The Agency will continue to follow these procedures to make
confidentiality determinations of manufacturer information. Again, this
process is separate from the certification process, hence the RDP I
regulation will continue to be in effect, and information submitted to
EPA during the RDP I approval process will be handled and disseminated
in accordance with the existing regulations.
    The Agency is unable to determine how Envirotest's request that OBD
II not be used to replace the I/M 240 test applies to the RDP I rule
being promulgated today. Envirotest did not submit any information
which tied the I/M 240 test or OBD II regulations to RDP I, other than
stating that some manufacturers have made confidentiality claims on
certain OBD information. OBD (CAA section 202(m)) issues and the
relationship between OBD and I/M requirements have been addressed in
separate rulemakings. See, for example, 61 FR 40940 (August 6, 1996).
Therefore, the Agency is not addressing this comment in today's rule.
    As they discussed in their comments, Ethyl has previously requested
manufacturer information held by EPA, which has been claimed as
confidential. Ethyl has appealed this claim, which is currently under
consideration by EPA's Office of General Counsel. Ethyl also takes
issue with the legal arguments presented by GM in their comment
submitted to the Docket for this rulemaking. The purpose of today's
rule is not to make a determination under FOIA if manufacturer
information is or is not confidential or if a manufacturer's
justification for confidentiality is or is not valid. The purpose of
today's rule is to provide effective regulations requiring
manufacturers to demonstrate that the vehicles they make are durable
and will comply with emission standards for their useful lives.
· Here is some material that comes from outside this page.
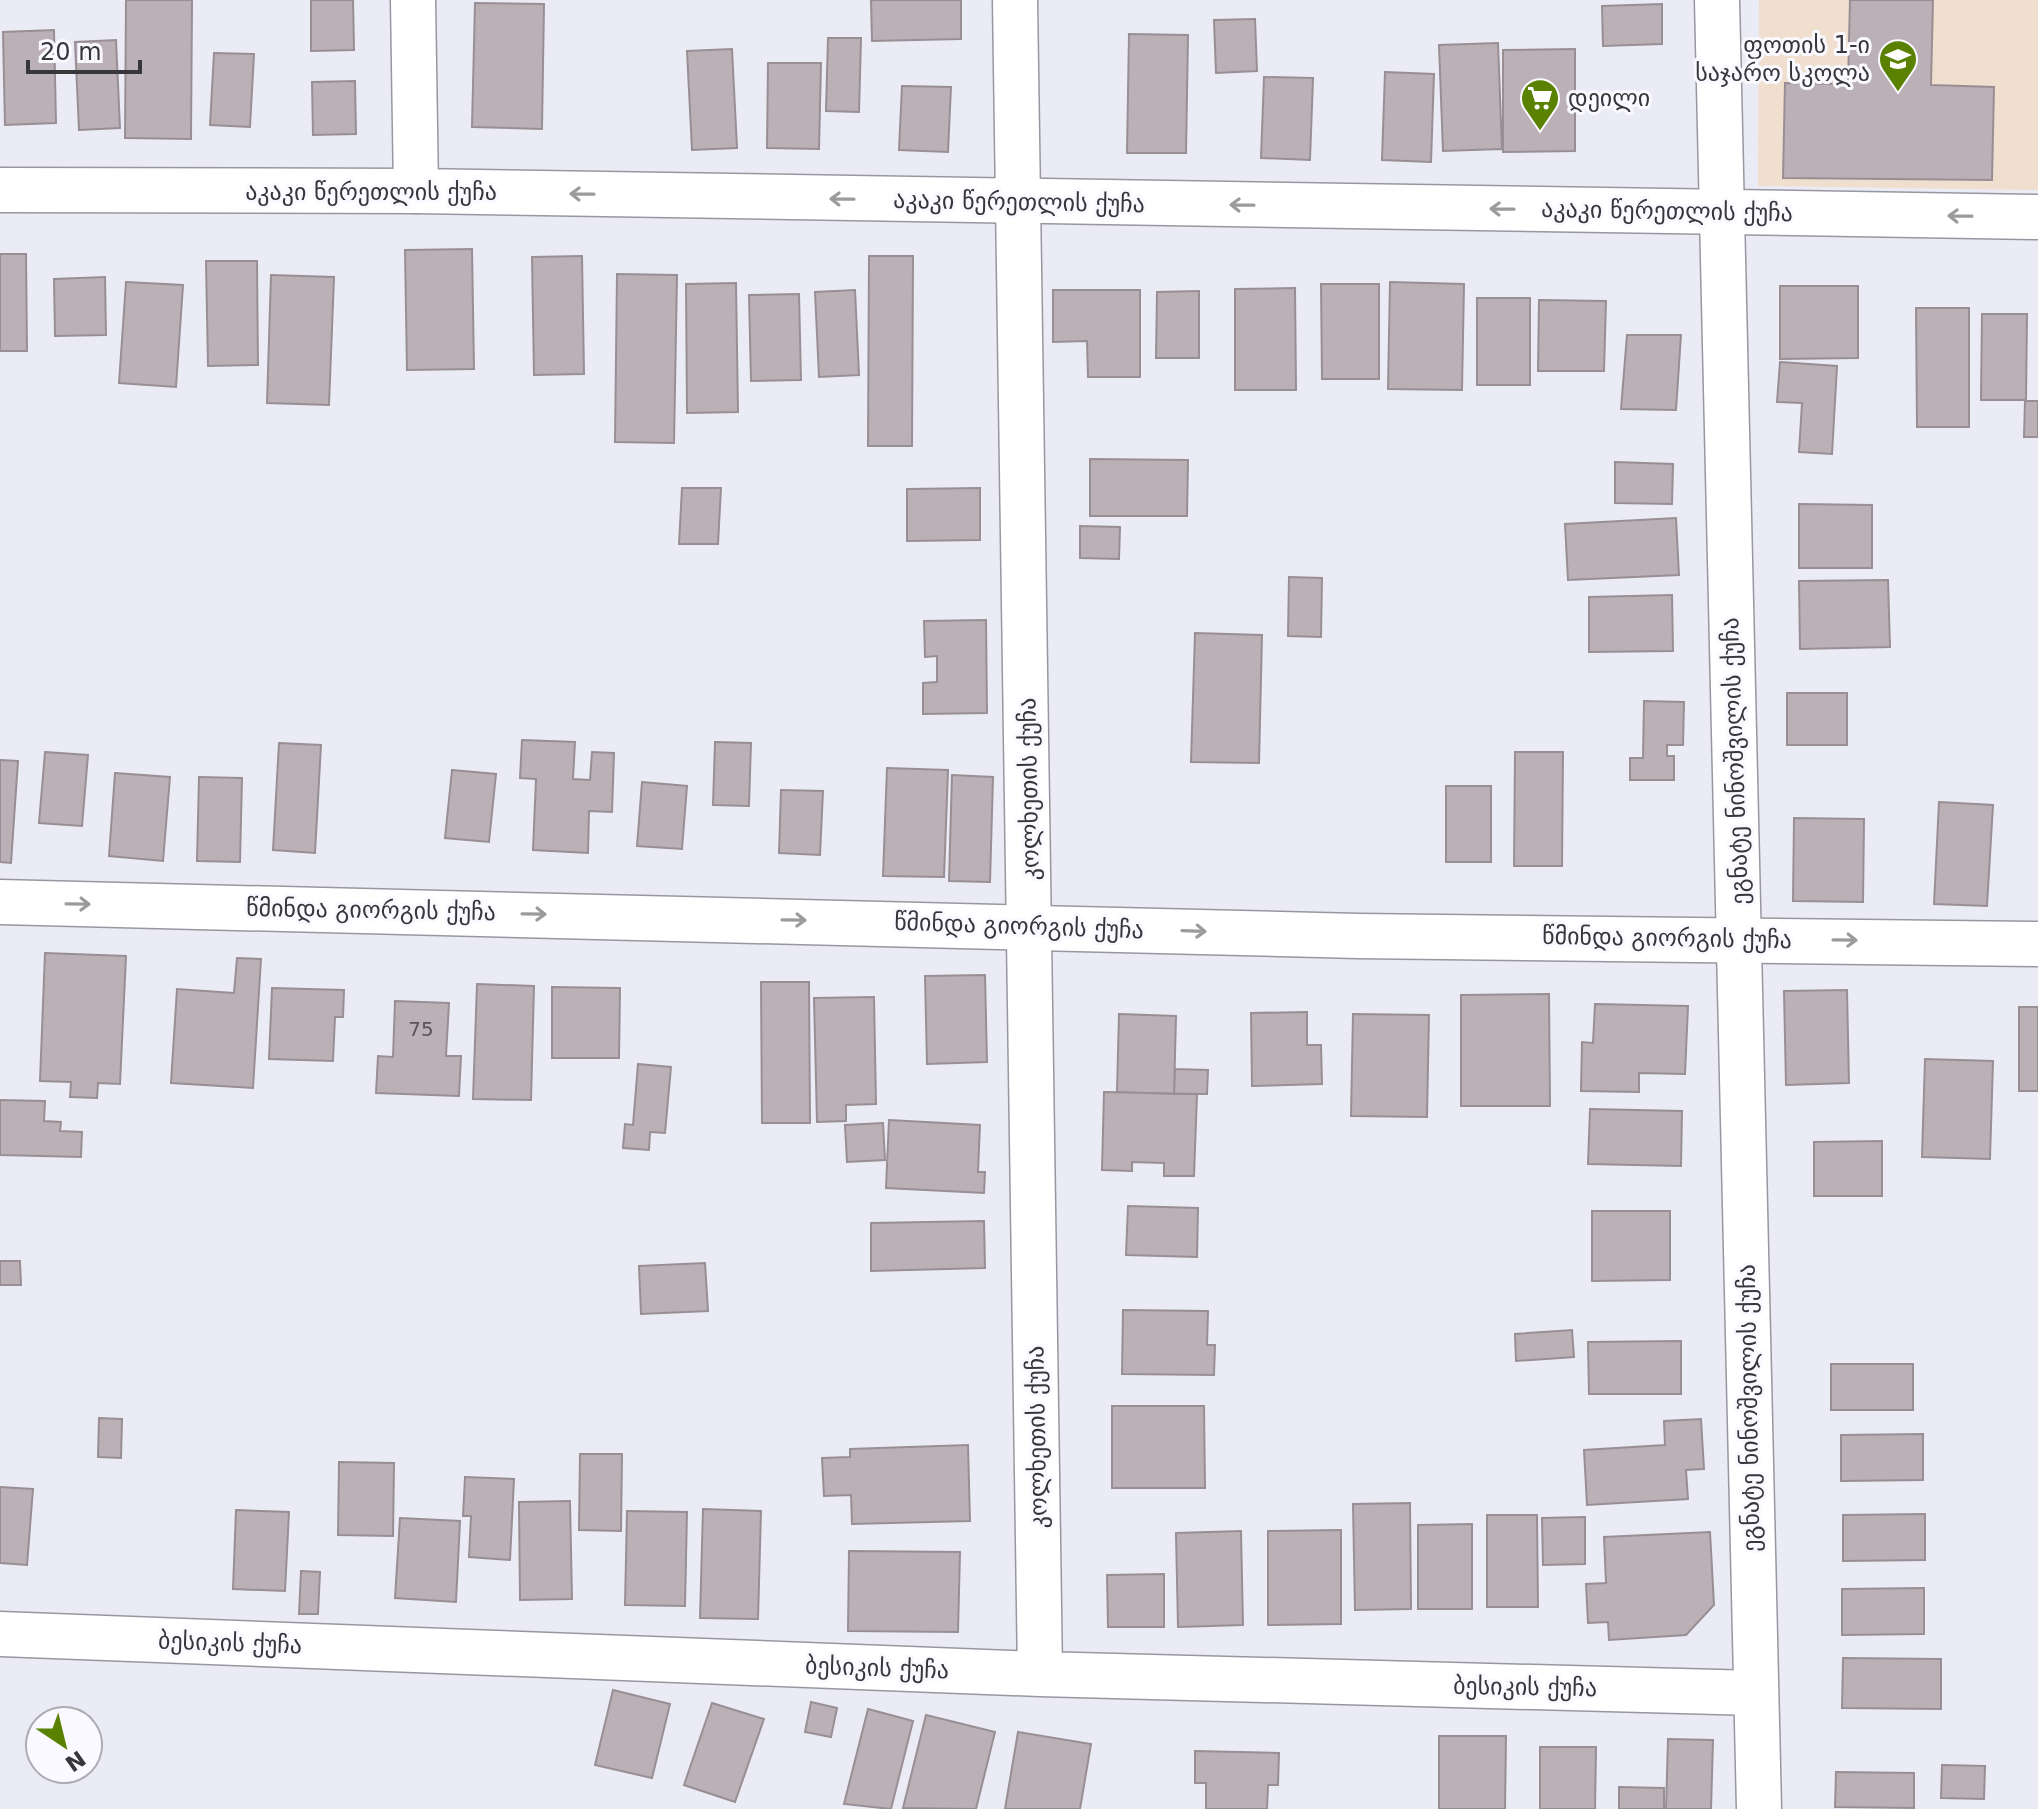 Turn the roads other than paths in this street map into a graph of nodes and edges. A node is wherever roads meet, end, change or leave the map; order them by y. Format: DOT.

As
stated above, EPA will continue to uphold the statutes and regulations
regarding the disclosure of information to the public using the
procedures already established for this purpose. Those opposed to the
determinations made have appeal rights under 40 CFR 2.205 through EPA's
Office of General Counsel.
    The aftermarket associations requested that EPA in its RDP I rule
require manufacturers to publicly disclose all information concerning
RDP processes. EPA is not adopting this requirement because it did not
propose to do so, and furthermore believes that the more appropriate
venue to handle public disclosure of information is via the existing
FOIA procedures, not through this rulemaking.

III. Environmental Effects and Economic Impacts

A. Economic Impacts

    This action extends an existing program without modification, and
as such, the Agency does not expect any new economic impacts over and
above those described in the interim rulemaking. In general, the RDP-I
interim rulemaking projected annual cost savings with respect to the
previously existing program of approximately $8.6 million, and

[[Page 44874]]

although this number is highly dependent upon the interaction of
several variables, all modeled scenarios resulted in some level of
savings. A complete description of those impacts is contained in 58 FR
3994 (January 12, 1993).

B. Environmental and Cost-Benefit Impacts

    The RDP I rulemaking revised testing and administrative procedures
necessary to determine the compliance of light-duty vehicles and light-
duty trucks with the Tier 1 emission standards promulgated in June
1991, and no environmental benefit was claimed over and above that
already accounted for in the Tier 1 rule. Today's action will similarly
claim no environmental benefit. A detailed discussion of the Tier 1
environmental impacts can be found in 56 FR 25734 (June 5, 1991).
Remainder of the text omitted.